Collected data entries
+ + + + + + +
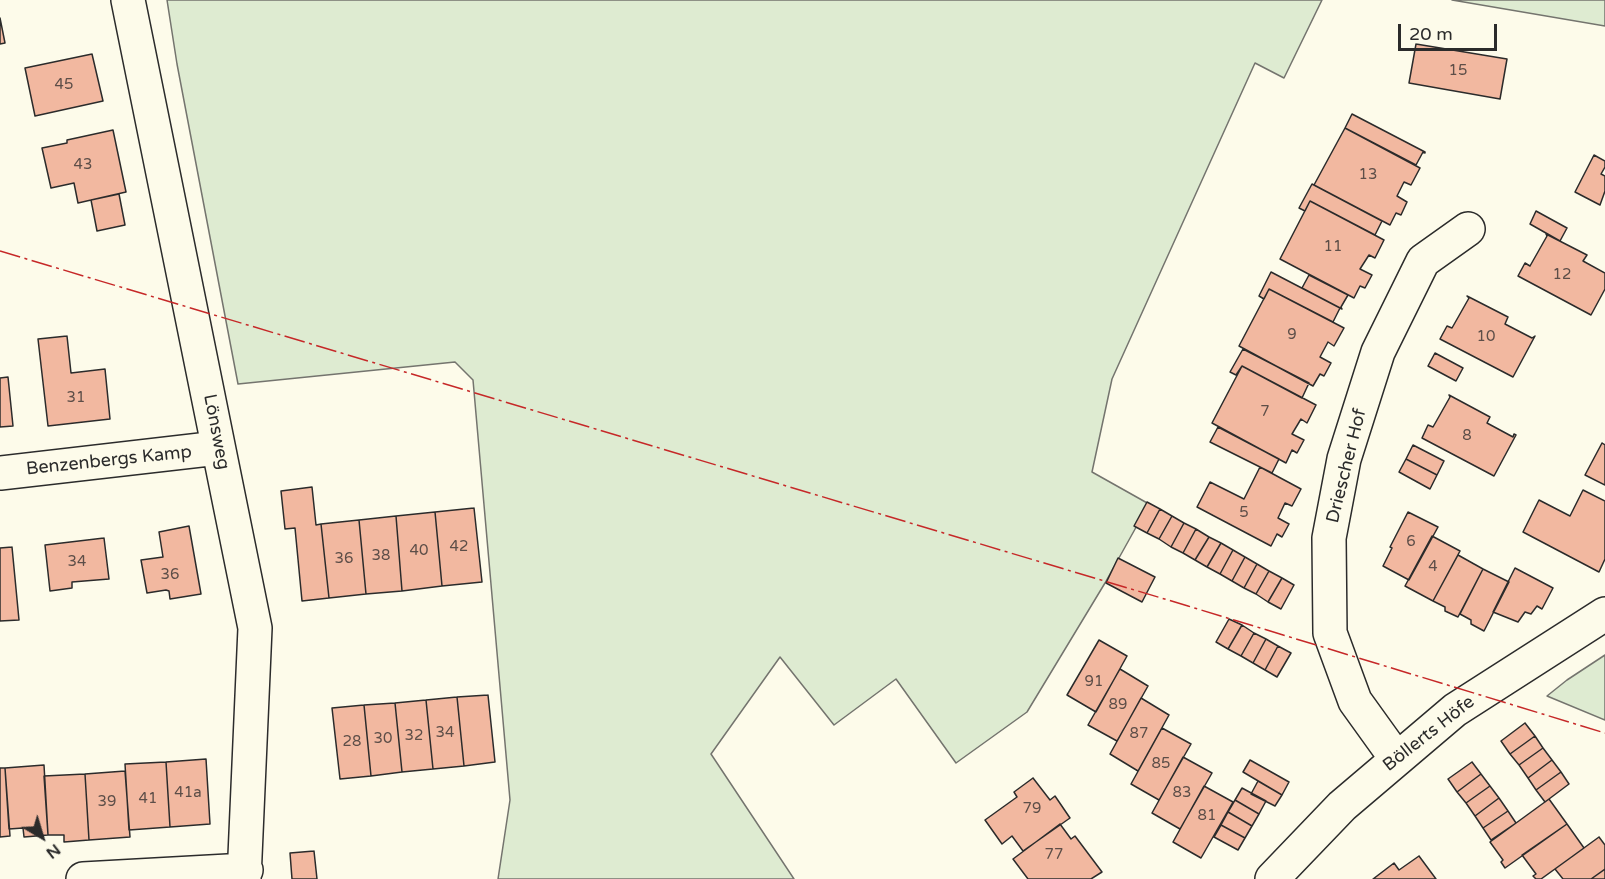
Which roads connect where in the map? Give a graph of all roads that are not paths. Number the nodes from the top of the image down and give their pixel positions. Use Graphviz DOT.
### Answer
graph roads {
  1 [pos="128,0"];
  2 [pos="1468,229"];
  3 [pos="218,448"];
  4 [pos="0,473"];
  5 [pos="1605,614"];
  6 [pos="1396,758"];
  7 [pos="245,874"];
  8 [pos="83,879"];
  9 [pos="1272,879"];
  1 -- 3 [label="street, Lönsweg"];
  2 -- 6 [label="street, Driescher Hof"];
  3 -- 4 [label="street, Benzenbergs Kamp"];
  3 -- 7 [label="street, Lönsweg"];
  5 -- 6 [label="street, Böllerts Höfe"];
  6 -- 9 [label="street, Böllerts Höfe"];
  7 -- 8 [label="street, Lönsweg"];
}
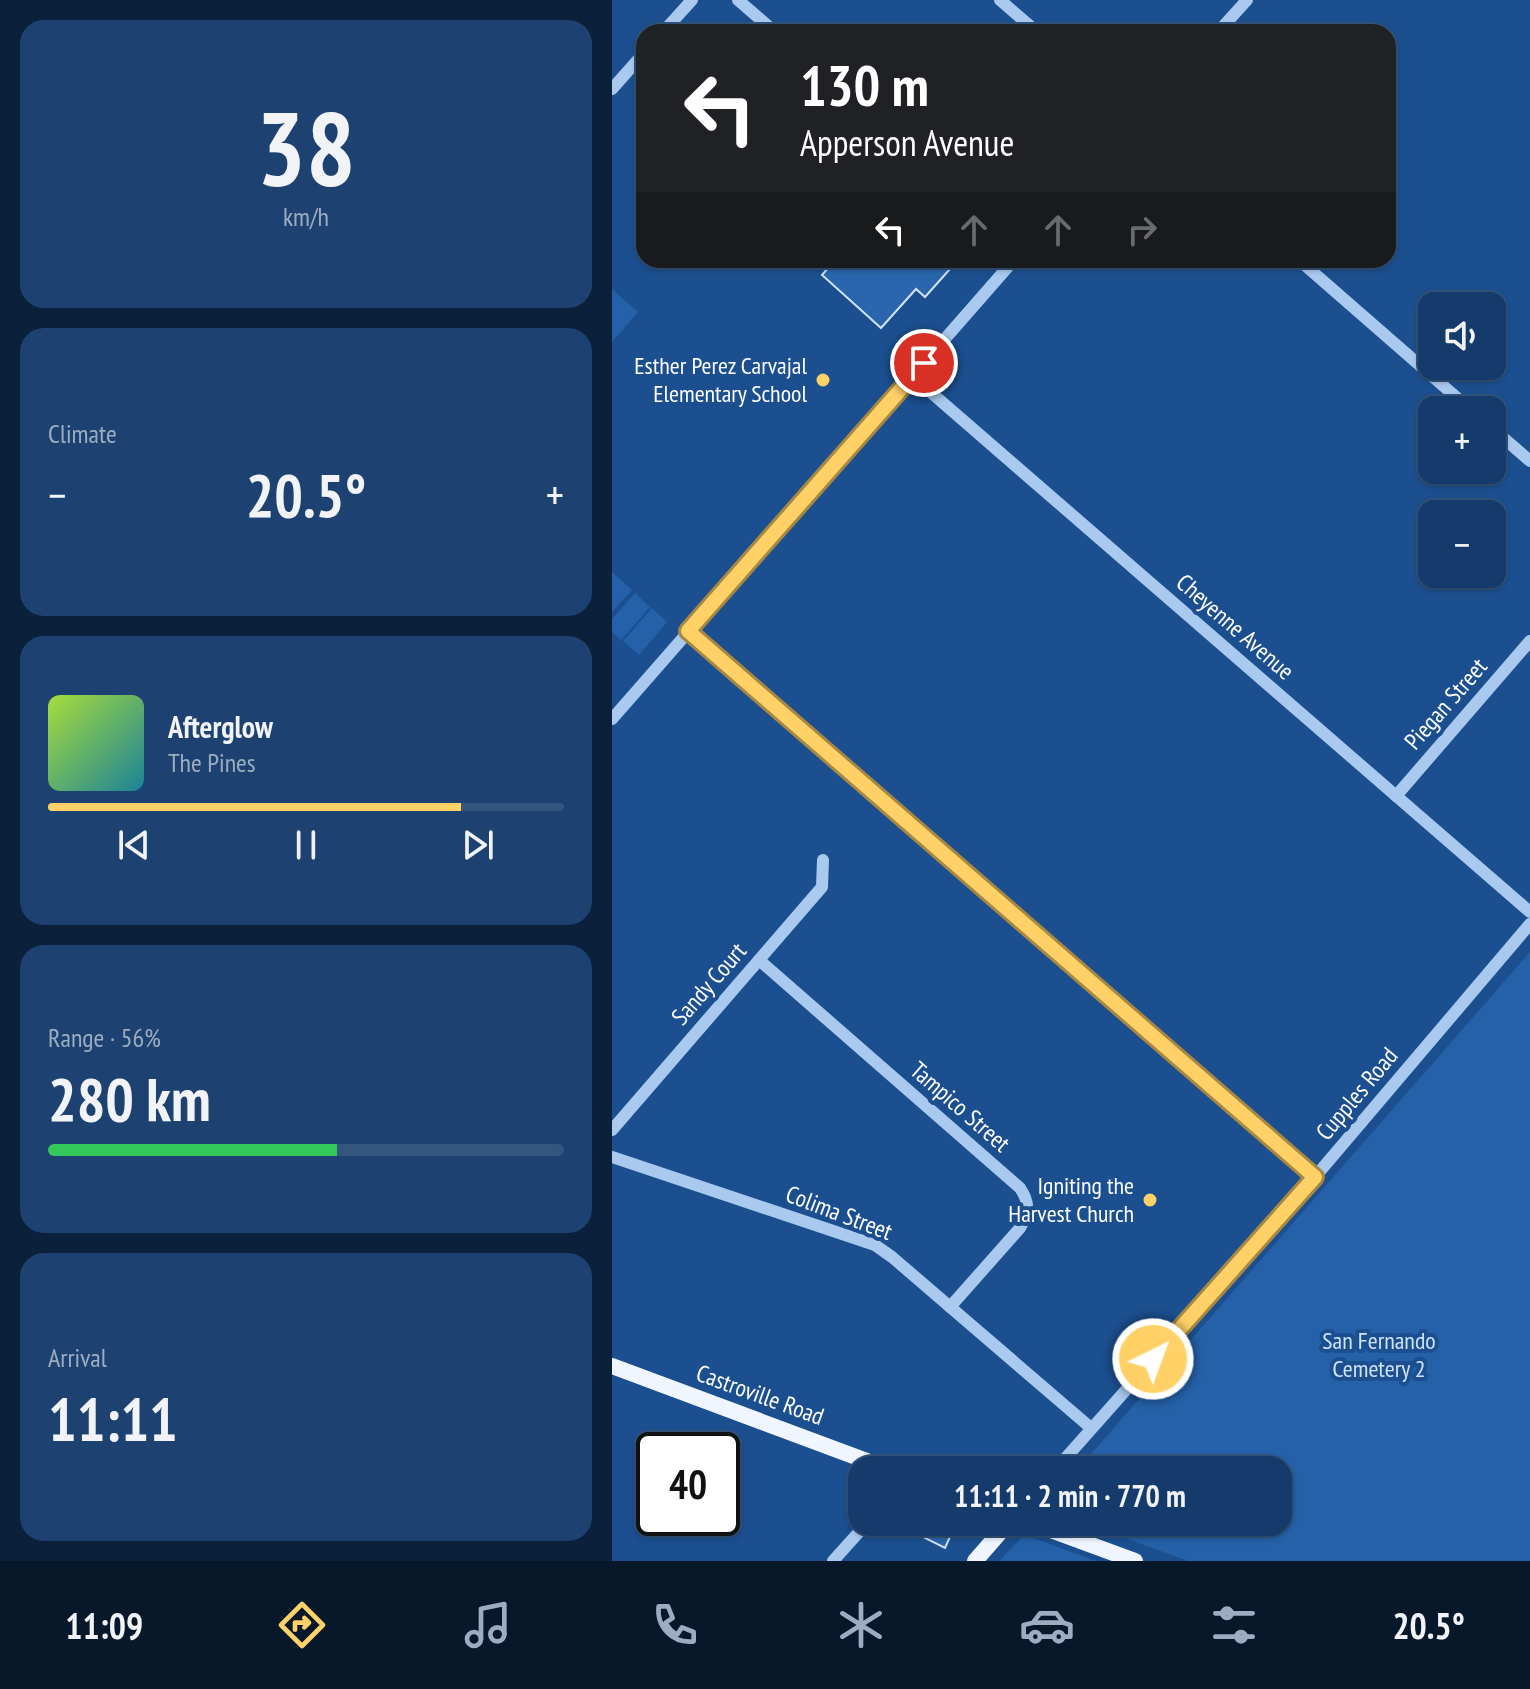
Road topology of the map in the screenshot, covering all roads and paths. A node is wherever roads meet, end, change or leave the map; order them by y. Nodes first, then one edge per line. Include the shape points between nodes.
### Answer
1 (692, 0) edge
2 (738, 0) edge
3 (1000, 0) edge
4 (1247, 0) edge
5 (670, 24) edge
6 (766, 24) edge
7 (1028, 24) edge
8 (1225, 24) edge
9 (636, 62) edge
10 (612, 89) edge
11 (1007, 268) edge
12 (1308, 268) edge
13 (912, 376) junction
14 (1455, 396) edge
15 (1506, 440) edge
16 (1530, 461) edge
17 (688, 631) junction
18 (1530, 641) edge
19 (612, 719) edge
20 (1396, 796) junction
21 (823, 860) dead end
22 (1530, 912) edge
23 (1530, 924) edge
24 (759, 960) junction
25 (612, 1130) edge
26 (612, 1157) edge
27 (1315, 1177) junction
28 (950, 1307) junction
29 (612, 1366) edge
30 (1091, 1428) junction
31 (853, 1456) edge
32 (1067, 1456) edge
33 (855, 1536) edge
34 (997, 1536) edge
35 (1067, 1536) edge
36 (833, 1561) edge
37 (975, 1561) edge
38 (1135, 1561) edge

1 - 5 street
2 - 6 street
3 - 7 street
4 - 8 street
9 - 10 street
11 - 13 street
12 - 14 street
13 - 17 street
13 - 20 street, Cheyenne Avenue
15 - 16 street
17 - 19 street
17 - 27 street
18 - 20 street, Piegan Street
20 - 22 street, Cheyenne Avenue
21 - 24 street, Sandy Court via 822,887
23 - 27 street, Cupples Road
24 - 25 street, Sandy Court
24 - 28 street, Tampico Street via 1020,1188 1028,1201 1020,1228
26 - 28 street, Colima Street via 875,1245
27 - 30 street, Cupples Road
28 - 30 street, Colima Street
29 - 31 main road, Castroville Road
30 - 32 street, Cupples Road
33 - 36 street
34 - 37 main road
35 - 38 main road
+ + + + + + +
### [WHAT THE TASK REQUIRES]
Filter the entries and keep only the lines holding "paths".

### [EXPECTED ANSWER]
Which roads connect where in the map? Give a graph of all roads that are not paths. Number the nodes from the top of the image down and give their pixel positions. Use Graphviz DOT.
Road topology of the map in the screenshot, covering all roads and paths. A node is wherever roads meet, end, change or leave the map; order them by y. Nodes first, then one edge per line. Include the shape points between nodes.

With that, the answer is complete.